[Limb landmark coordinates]
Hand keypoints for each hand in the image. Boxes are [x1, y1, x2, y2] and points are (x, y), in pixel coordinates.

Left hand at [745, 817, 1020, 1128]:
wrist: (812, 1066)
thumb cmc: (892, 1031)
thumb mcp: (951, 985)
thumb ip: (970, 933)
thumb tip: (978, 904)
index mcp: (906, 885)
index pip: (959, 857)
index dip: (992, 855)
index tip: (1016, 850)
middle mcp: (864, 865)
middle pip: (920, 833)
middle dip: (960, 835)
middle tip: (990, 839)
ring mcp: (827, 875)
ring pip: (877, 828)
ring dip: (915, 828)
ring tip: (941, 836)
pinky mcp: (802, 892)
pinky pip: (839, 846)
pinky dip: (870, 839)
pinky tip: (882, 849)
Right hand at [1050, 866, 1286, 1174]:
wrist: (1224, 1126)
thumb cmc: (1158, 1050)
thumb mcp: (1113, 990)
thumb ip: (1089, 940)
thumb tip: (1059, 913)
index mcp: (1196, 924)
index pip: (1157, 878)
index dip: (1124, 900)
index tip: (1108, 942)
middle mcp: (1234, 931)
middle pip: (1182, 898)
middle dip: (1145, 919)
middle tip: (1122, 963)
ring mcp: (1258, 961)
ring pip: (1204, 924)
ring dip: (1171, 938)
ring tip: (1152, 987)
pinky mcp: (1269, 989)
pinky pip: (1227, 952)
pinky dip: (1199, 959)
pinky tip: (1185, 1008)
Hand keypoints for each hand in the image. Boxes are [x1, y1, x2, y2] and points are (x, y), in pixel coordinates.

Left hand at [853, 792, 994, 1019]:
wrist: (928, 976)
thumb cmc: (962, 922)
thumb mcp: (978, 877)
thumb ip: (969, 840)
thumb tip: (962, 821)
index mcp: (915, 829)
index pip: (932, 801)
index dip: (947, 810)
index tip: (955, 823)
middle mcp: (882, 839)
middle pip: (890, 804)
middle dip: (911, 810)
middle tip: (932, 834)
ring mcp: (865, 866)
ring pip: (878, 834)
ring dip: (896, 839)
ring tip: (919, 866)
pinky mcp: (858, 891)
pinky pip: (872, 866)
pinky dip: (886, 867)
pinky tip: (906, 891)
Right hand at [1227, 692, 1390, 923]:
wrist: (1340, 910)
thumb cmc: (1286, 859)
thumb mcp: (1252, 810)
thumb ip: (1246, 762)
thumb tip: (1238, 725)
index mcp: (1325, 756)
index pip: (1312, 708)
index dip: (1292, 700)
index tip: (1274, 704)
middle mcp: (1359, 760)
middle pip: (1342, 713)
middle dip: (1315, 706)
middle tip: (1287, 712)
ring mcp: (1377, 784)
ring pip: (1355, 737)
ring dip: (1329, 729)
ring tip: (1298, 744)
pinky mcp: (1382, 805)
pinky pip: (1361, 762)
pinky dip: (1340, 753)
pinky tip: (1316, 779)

• **The task**
Give back the entries above exactly as they are, from their first line through the line that contains "middle mcp: (864, 865)", both included, with nothing else.

• **Exercise output**
Hand keypoints for each hand in the image. Boxes are [x1, y1, x2, y2] and points are (x, y), in pixel coordinates.

Left hand at [745, 817, 1020, 1128]:
wrist: (812, 1066)
thumb cmc: (892, 1031)
thumb mcp: (951, 985)
thumb ip: (970, 933)
thumb tip: (978, 904)
index mcp: (906, 885)
index pip: (959, 857)
index dip: (992, 855)
index tip: (1016, 850)
middle mcp: (864, 865)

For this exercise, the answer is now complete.